> _Assignment_
The answer must be every line of the records below that contains the word "roads", copied out.

::: Working data

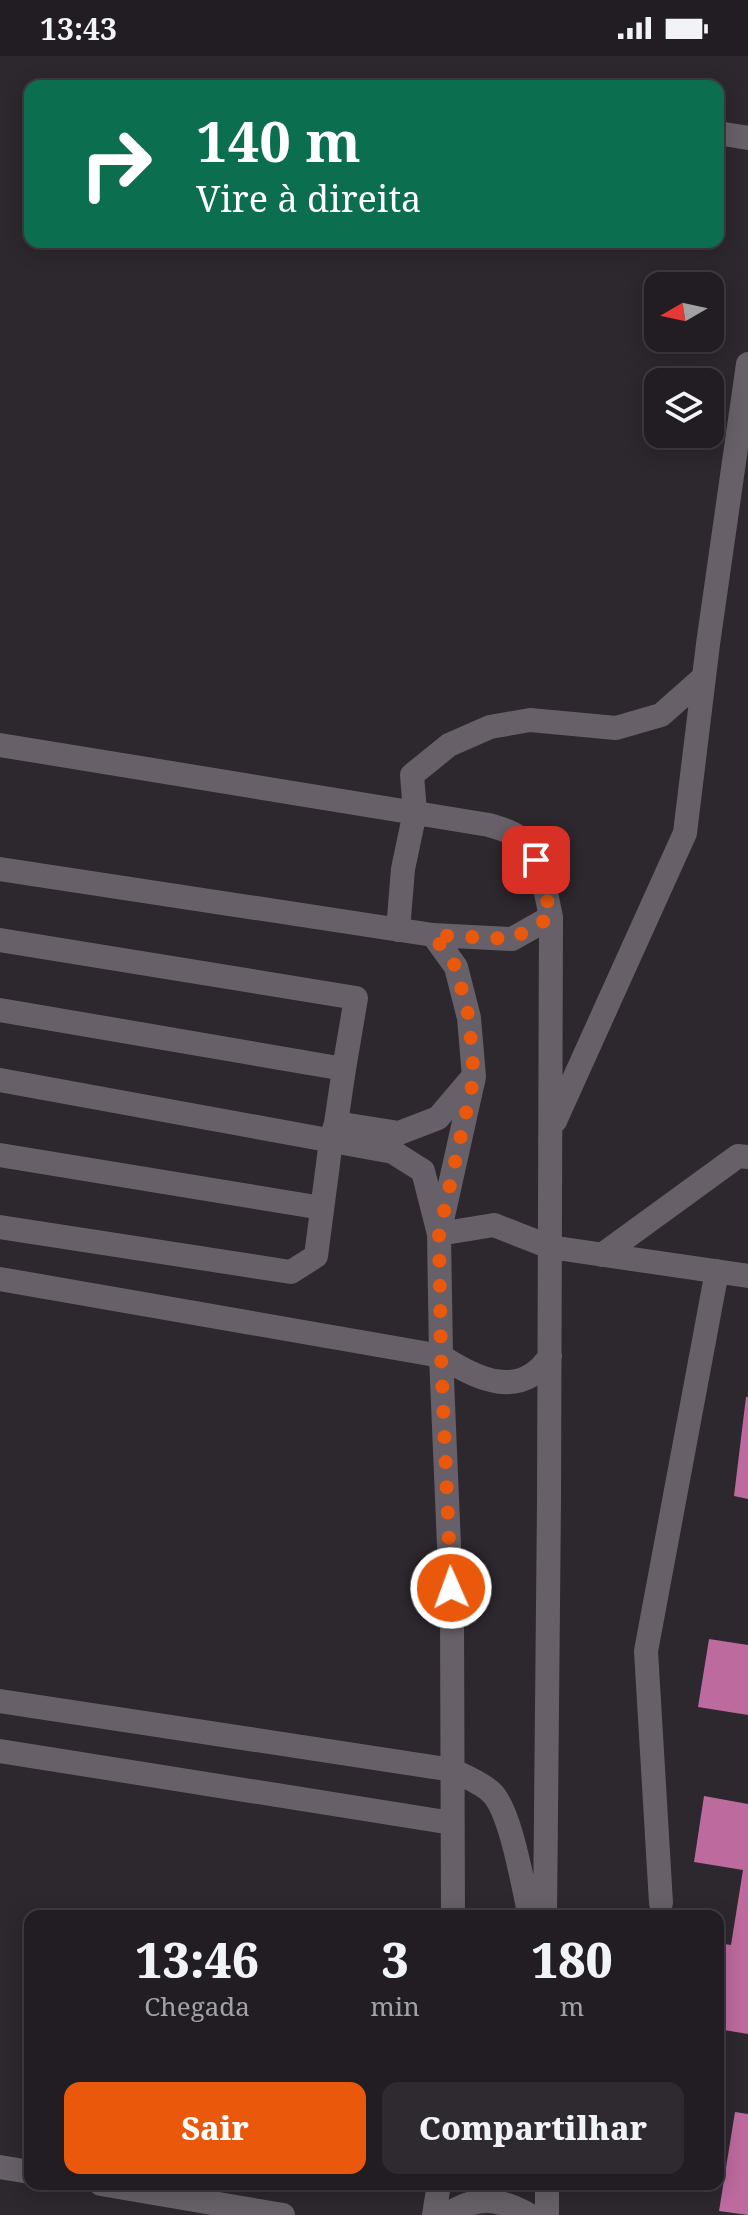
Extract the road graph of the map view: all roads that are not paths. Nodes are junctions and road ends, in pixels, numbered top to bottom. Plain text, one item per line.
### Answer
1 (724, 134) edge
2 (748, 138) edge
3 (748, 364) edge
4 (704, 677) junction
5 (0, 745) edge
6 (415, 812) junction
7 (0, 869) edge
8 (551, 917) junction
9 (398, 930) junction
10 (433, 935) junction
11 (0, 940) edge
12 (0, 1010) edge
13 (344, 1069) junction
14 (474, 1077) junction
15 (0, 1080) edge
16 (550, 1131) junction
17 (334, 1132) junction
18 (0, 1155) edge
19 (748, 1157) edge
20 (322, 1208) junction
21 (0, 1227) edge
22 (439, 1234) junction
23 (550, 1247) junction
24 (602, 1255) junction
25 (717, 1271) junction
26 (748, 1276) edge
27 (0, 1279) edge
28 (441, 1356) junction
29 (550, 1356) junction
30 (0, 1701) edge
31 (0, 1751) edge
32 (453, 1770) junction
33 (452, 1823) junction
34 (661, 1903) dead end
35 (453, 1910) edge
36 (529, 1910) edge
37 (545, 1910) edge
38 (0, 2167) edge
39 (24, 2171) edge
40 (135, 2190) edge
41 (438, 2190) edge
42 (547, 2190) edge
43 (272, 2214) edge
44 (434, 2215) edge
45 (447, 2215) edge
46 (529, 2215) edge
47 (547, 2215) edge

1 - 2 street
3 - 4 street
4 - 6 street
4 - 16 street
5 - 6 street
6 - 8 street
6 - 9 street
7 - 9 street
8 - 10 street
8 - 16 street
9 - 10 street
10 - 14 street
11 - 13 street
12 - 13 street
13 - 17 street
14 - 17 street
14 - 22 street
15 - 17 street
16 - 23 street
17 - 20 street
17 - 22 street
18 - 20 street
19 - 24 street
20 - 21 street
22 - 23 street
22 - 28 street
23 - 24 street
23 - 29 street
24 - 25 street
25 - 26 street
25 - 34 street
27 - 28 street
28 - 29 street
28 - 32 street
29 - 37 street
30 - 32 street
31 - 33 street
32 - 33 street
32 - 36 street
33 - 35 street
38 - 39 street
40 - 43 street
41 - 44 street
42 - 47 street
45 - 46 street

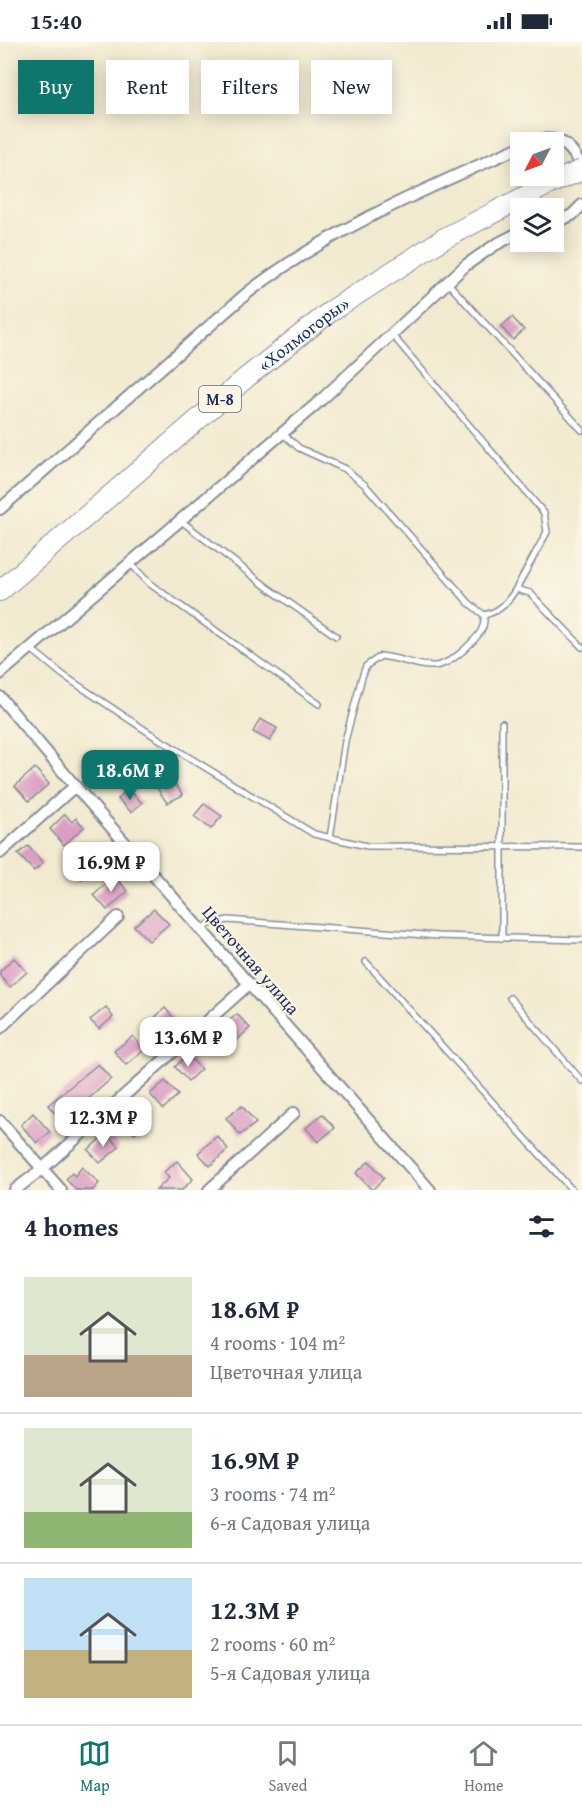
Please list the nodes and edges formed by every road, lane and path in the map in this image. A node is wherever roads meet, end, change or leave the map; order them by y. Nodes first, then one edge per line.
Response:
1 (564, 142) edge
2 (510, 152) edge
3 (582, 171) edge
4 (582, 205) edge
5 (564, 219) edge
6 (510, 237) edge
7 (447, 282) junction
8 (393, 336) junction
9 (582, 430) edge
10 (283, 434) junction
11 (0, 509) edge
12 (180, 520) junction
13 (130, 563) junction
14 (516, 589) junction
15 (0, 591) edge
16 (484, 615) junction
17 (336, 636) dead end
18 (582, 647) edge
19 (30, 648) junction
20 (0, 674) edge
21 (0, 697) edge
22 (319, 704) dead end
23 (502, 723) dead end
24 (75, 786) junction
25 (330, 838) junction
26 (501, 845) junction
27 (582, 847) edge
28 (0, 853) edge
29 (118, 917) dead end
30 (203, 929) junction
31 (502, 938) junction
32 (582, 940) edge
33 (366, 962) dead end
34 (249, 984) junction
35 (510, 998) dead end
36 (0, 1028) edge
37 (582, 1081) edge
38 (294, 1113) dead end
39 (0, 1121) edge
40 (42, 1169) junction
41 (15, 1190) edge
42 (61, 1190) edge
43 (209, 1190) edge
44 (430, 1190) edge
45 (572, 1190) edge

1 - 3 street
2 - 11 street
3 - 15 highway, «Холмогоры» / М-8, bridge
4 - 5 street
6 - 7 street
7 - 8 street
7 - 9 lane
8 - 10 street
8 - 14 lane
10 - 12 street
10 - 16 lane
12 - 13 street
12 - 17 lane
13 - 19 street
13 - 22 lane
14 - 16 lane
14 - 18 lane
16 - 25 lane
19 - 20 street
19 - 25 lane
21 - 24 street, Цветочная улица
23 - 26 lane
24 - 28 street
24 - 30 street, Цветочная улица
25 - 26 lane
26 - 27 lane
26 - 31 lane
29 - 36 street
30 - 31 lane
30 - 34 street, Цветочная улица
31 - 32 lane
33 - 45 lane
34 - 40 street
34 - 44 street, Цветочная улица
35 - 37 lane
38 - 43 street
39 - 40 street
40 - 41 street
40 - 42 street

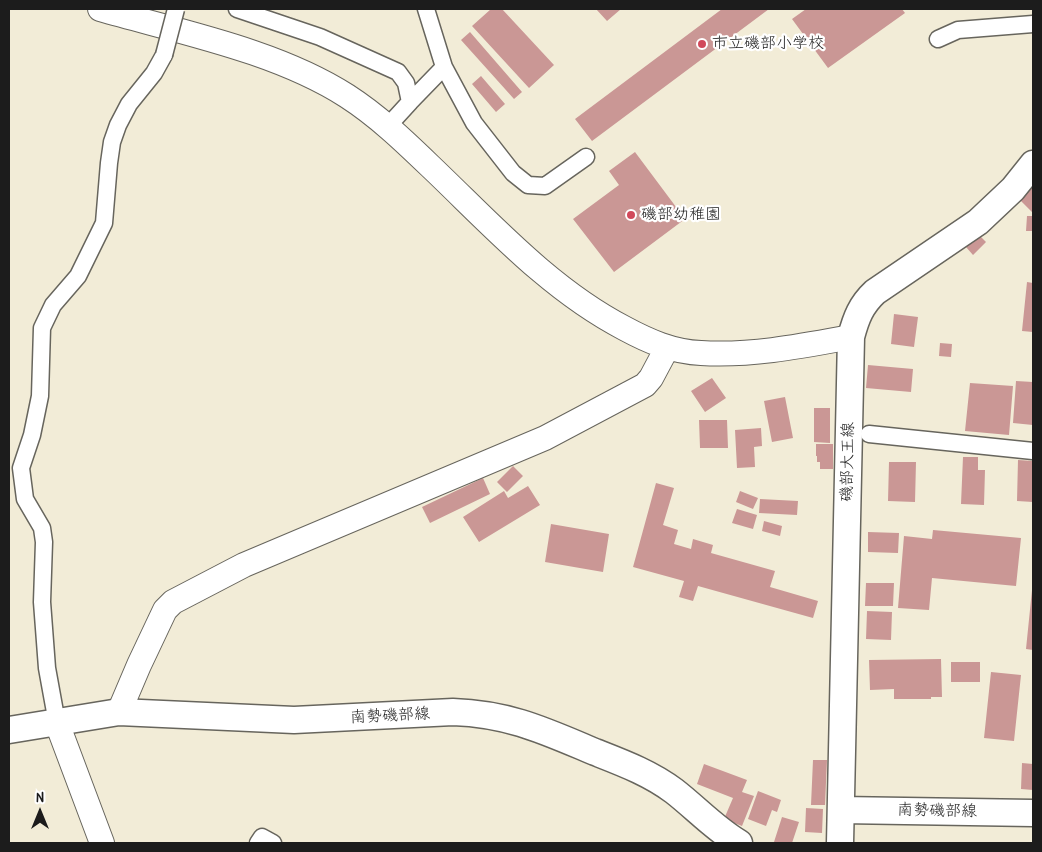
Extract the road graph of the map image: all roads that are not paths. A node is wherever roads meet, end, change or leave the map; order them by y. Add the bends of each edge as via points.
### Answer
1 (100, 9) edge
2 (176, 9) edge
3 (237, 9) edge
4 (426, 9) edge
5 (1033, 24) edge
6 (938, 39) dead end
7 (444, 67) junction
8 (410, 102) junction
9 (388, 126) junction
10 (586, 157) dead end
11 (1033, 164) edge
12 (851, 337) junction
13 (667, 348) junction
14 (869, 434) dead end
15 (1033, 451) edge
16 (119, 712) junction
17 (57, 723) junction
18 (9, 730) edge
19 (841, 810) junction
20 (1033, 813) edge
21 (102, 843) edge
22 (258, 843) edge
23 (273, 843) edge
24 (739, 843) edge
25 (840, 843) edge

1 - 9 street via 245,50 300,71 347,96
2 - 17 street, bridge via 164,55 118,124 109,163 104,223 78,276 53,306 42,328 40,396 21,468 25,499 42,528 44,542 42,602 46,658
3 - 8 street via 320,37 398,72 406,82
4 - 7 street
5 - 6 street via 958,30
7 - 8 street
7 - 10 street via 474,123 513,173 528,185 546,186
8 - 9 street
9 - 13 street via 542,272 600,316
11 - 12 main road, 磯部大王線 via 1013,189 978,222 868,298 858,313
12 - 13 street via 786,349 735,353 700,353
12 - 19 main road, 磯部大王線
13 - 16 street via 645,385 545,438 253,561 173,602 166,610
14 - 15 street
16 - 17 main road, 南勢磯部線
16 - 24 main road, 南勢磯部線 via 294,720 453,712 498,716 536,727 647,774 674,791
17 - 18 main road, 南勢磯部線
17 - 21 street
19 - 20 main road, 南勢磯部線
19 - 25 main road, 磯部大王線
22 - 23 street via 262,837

::::::

> _Response to the exercise_
Extract the road graph of the map view: all roads that are not paths. Nodes are junctions and road ends, in pixels, numbered top to bottom. Plain text, one item per line.
Please list the nodes and edges formed by every road, lane and path in the map in this image. A node is wherever roads meet, end, change or leave the map; order them by y. Nodes first, then one edge per line.
Extract the road graph of the map image: all roads that are not paths. A node is wherever roads meet, end, change or leave the map; order them by y. Add the bends of each edge as via points.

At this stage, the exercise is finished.